This post may contain affiliate links. That means if you click and buy, I may receive a small commission (at zero cost to you). Please see my full disclosure policy for details.

sharing is caring

Cabrillo Music Theatre is bringing to Thousand Oaks their most recent season including a production of Sir Andrew Lloyd Webber’s Evita that is playing two weekends from now through the 23rd of October. But is it worth the steep price of $79 for Orchestra seats? [Rear Mezzanine seats can go as low as $34.]

David Kirk Grant, Joshua Rivera, Veronica Gutierrez, Cassandra Murphy. Photo by Ed Krieger.

Marc Ginsburg & Cassandra Murphy. Photo by Ed Krieger.

Let’s start with the production’s positives:

  • Leading man, Marc Ginsburg, is a vocal powerhouse whose high notes and energy had the audience applauding on opening night long before he had finished singing “And The Money Keeps Rolling In”.
  • Leading lady Cassandra Murphy was captivating as Evita and especially killed it during the second act.
  • Choreographer Cheryl Baxter made some unique choices which were well received such as using rocking chairs during “The Art of the Possible” although unfortunately her choreography was also a source of disappointment (see negatives below).
  • The ensemble was fabulous with good energy, great dancing skills and they were able to work around several major technical errors on Opening Night without batting an eye.
  • Tango dancers Joshua Rivera and Veronica Gutierrez were phenomenal. They nearly stole the show and most definitely stole the scene during “I’d Be Surprisingly Good For You” meaning stars David Kirk Grant and Cassandra Murphy (Peron and Evita) were but background filler — not an easy feat considering the stars’ strong voices.
David Kirk Grant & Cassandra Murphy. Photo by Ed Krieger.

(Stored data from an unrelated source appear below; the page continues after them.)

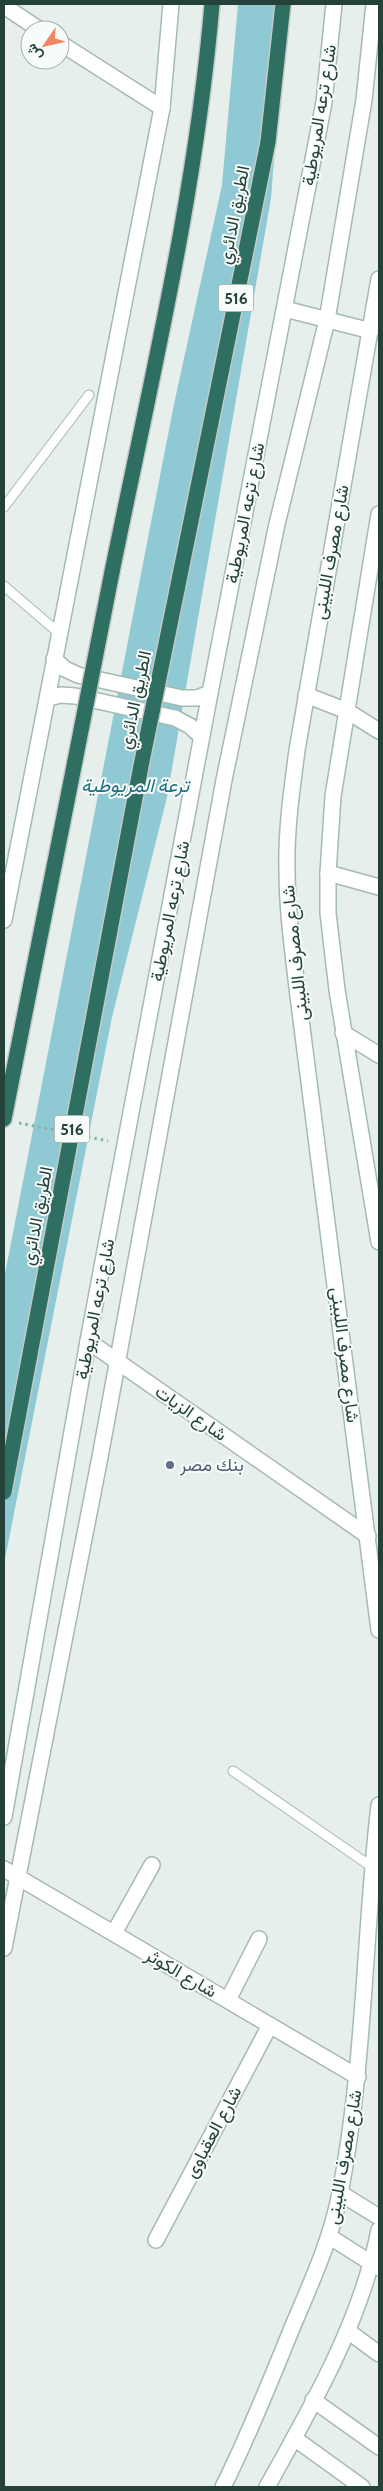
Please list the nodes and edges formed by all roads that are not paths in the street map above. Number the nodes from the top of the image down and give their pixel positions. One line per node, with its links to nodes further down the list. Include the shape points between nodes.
1 (171, 4): 9 (main road)
2 (212, 4): 32 (highway, bridge, via 203,94 186,206)
3 (283, 4): 36 (highway, الطريق الدائري / 516, bridge, via 266,151 141,766)
4 (334, 4): 11 (main road, شارع ترعه المريوطية, via 324,102)
5 (374, 4): 12 (main road, via 364,100)
6 (4, 6): 7 (main road)
7 (25, 20)
8 (70, 49): 9 (main road)
9 (162, 108): 19 (main road)
10 (379, 279): 13 (main road, شارع مصرف اللبينى)
11 (285, 309): 12 (main road); 21 (main road, شارع ترعه المريوطية)
12 (327, 320): 13 (main road); 35 (main road, via 278,524 224,780)
13 (371, 331): 22 (main road, شارع مصرف اللبينى)
14 (89, 395): 15 (lane)
15 (4, 507)
16 (379, 514): 17 (main road, شارع مصرف اللبينى)
17 (376, 550): 24 (main road, شارع مصرف اللبينى)
18 (4, 586): 19 (lane)
19 (60, 634): 20 (main road)
20 (54, 658): 21 (main road, bridge, via 78,675 182,698 197,698); 23 (main road)
21 (210, 693): 26 (main road, شارع ترعه المريوطية)
22 (306, 695): 24 (main road); 37 (main road, شارع مصرف اللبينى, via 288,827 288,913)
23 (48, 698): 26 (main road, bridge, via 68,694 175,718); 29 (main road)
24 (347, 710): 25 (main road); 27 (main road, شارع مصرف اللبينى, via 333,796)
25 (379, 731)
26 (202, 737): 34 (main road, شارع ترعه المريوطية)
27 (328, 873): 28 (main road); 30 (main road, شارع مصرف اللبينى, via 331,951)
28 (379, 887)
29 (4, 920)
30 (343, 1033): 31 (main road); 33 (main road, شارع مصرف اللبينى)
31 (379, 1055)
32 (4, 1119)
33 (379, 1242)
34 (88, 1341): 35 (main road, شارع الزيات); 41 (main road, شارع ترعه المريوطية)
35 (116, 1361): 37 (main road, شارع الزيات); 45 (main road)
36 (4, 1492)
37 (368, 1536): 38 (main road, شارع مصرف اللبينى)
38 (379, 1630)
39 (233, 1771): 43 (lane)
40 (379, 1805): 43 (main road, شارع مصرف اللبينى)
41 (4, 1818)
42 (152, 1865): 46 (main road)
43 (372, 1867): 51 (main road, شارع مصرف اللبينى)
44 (4, 1869): 45 (main road, شارع الكوثر)
45 (18, 1877): 46 (main road, شارع الكوثر); 48 (main road)
46 (114, 1934): 49 (main road, شارع الكوثر)
47 (259, 1939): 49 (main road)
48 (4, 1948)
49 (228, 2000): 50 (main road, شارع الكوثر)
50 (270, 2025): 51 (main road, شارع الكوثر); 56 (main road, شارع العقباوى)
51 (358, 2077): 52 (main road, شارع مصرف اللبينى)
52 (340, 2193): 53 (main road); 55 (main road, شارع مصرف اللبينى)
53 (379, 2217)
54 (379, 2230): 57 (main road)
55 (330, 2236): 57 (main road); 63 (main road, شارع مصرف اللبينى, via 244,2445)
56 (156, 2240)
57 (376, 2266): 58 (main road)
58 (348, 2331): 59 (main road); 60 (main road)
59 (379, 2354)
60 (313, 2400): 61 (main road); 62 (main road)
61 (294, 2438): 64 (main road); 65 (main road)
62 (379, 2447)
63 (223, 2487)
64 (267, 2487)
65 (362, 2487)

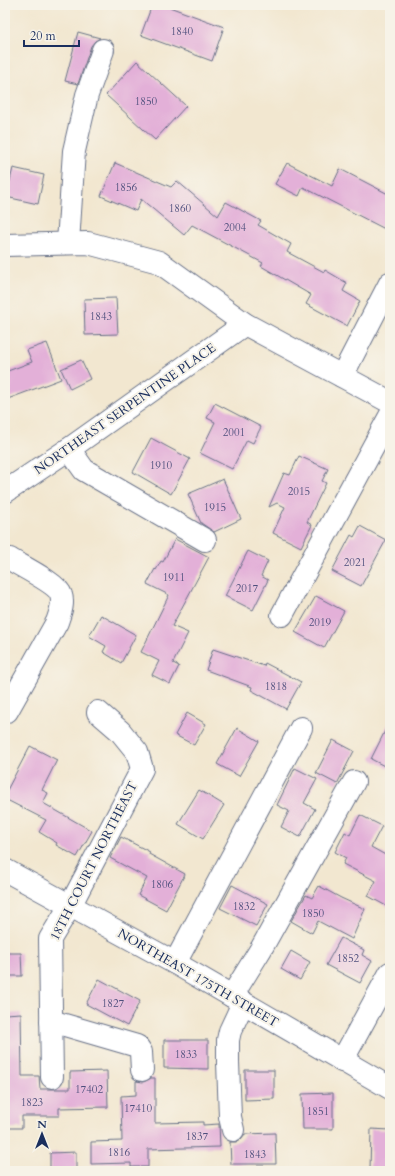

And now for the show’s negatives and questionable moments:

  • I could not figure out whether Director Roger Castellano was basing his production after Harold Prince’s 1979 Broadway production with Mandy Patinkin and Patti LuPone (using the famous bed in “A New Argentina” and dressing Che in a guerrilla uniform) or Michael Grandage’s more recent 2012 Broadway Revival that had Ricky Martin as a more obscure Che in civilian clothing and a more forgivable portrayal of Evita (Elena Roger) as saint versus villain.
  • The production would be difficult for anyone who is unfamiliar with the background story of Evita and Juan Peron to follow the musical or understand what is happening with regards to Evita’s health problems, the Eva Peron Foundation, etc.  It is also hard to understand why the two Peron henchmen are attacking Che during a couple key scenes if you don’t know Harold Prince’s vision of Che as Guevara.
  • Choreographer Cheryl Baxter‘s major failing was during “A Waltz for Eva and Che”. Here was a chance for leading lady Cassandra Murphy to showcase her dance skills and for Baxter to unveil chemistry between Che and Evita, especially after the amazing tango by ensemble members Joshua Rivera and Veronica Gutierrez earlier in Act One. To put it simply — there was NO waltz and NO chemistry.
  • Speaking of the lack of chemistry, there was zilch chemistry between David Kirk Grant and Cassandra Murphy and perhaps it is because all the small moments shared between the lead characters from previous productions were missing and also “You Must Love Me” was addressed not to Peron but the citizens of Argentina.
Joshua Rivera & Veronica Gutierrez. Photo Credit: Veronica Gutierrez/Instagram.

Shout outs to the following cast members:

  • Marc Ginsburg (Che) stole the show and owned every one of his musical numbers.
  • Cassandra Murphy (Evita) was both gorgeous of face and voice. Her “Don’t Cry for Me, Argentina” and “Lament” were heartbreaking.
  • Isa Briones (Mistress/Ensemble) was perfectly vulnerable and her vocals during “Another Suitcase In Another Hall” was one of the most memorable numbers during Act One.
  • I cannot say enough about the amazing Veronica Gutierrez whose tango dancing had us mesmerized.

If you would like to catch Evita at the Thousand Oaks Civic Arts Plaza, there are still 7 more performances: Now through 23 October 2016.

Tickets: $34-$79, Ticketmaster or Box Office
Location: Thousand Oaks Civic Arts Plaza, 2100 E. Thousand Oaks,  Thousand Oaks,  CA  91362
Parking: $8 (cash only)
Appropriate Ages: 12+ (adult language and situations)
Special Performances: Thursday @ 7:30 & Signed Performance on Friday @ 8:00.


Disclaimer: I had my ticket comped for review purposes but all opinions are my own.